The study will be undertaken initially at the Camp Pendleton Naval Hospital in California and the James A. Haley Veterans Affairs Hospital and Polytrauma Facility in Tampa, Fla. The program may expand to include additional Department of Defense or VA sites.

Mary Anne Papp of the Medical College of Wisconsin in Milwaukee directed the development of EMMA for INRange Systems.

“For many patients in the military and veteran’s health care systems — particularly those who are in transitional care between the Department of Defense, the Veterans Administration and home setting — taking medication properly, monitoring health care status and assessing health care providers becomes increasingly difficult,” Papp said.

“We believe patients who use the EMMA units, along with its documented adherence and medication reconciliation abilities, will have fewer drug-related problems, fewer medication-related hospital admissions and emergency room visits, fewer duplicate narcotic prescriptions, and a decreased number of narcotic tablets/equivalent doses, when compared to patients receiving medication reconciliation alone.”

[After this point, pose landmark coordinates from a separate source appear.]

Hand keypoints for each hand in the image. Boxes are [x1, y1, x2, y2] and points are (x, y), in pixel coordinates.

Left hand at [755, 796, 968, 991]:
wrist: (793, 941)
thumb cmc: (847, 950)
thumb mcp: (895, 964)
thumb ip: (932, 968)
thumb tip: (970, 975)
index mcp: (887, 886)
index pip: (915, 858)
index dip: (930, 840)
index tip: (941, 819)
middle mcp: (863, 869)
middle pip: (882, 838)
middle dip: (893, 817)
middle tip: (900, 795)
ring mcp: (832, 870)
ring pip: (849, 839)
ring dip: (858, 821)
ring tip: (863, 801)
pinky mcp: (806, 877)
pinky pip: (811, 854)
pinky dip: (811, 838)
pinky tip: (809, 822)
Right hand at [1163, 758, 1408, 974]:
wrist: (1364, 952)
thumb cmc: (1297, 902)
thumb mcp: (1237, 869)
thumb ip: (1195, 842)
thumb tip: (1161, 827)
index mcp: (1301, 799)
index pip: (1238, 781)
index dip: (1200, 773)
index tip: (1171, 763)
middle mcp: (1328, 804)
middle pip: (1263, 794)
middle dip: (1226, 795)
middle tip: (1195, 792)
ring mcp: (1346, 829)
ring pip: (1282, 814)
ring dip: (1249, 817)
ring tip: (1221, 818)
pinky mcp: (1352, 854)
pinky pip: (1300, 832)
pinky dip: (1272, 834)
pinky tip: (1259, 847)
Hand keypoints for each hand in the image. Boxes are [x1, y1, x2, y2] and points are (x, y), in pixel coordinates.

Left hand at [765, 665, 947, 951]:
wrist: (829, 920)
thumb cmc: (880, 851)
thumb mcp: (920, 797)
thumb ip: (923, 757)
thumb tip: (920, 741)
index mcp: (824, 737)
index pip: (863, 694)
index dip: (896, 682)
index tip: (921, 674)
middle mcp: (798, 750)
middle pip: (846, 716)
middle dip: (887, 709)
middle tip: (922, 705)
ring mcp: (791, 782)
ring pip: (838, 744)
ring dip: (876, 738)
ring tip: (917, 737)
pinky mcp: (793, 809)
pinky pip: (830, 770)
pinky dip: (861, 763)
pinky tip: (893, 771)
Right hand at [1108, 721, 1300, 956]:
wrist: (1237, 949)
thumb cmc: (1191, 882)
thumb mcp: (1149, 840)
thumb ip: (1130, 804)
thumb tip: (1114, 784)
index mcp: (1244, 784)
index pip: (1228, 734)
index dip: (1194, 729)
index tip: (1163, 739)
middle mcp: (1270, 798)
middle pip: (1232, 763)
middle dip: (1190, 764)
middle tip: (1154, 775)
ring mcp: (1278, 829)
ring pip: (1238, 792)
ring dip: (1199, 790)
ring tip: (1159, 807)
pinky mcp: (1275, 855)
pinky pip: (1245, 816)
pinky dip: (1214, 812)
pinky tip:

The $1.35 million study is a congressionally funded grant administered by the Telemedicine and Advanced Technology Research Center, part of the U.S. Army Medical Research & Material Command at Fort Detrick, Md.

Other researchers working on the study include Vicki Groo, clinical assistant professor of pharmacy practice, and Young-Ku Choi, biostatistician in the Institute for Health Research and Policy.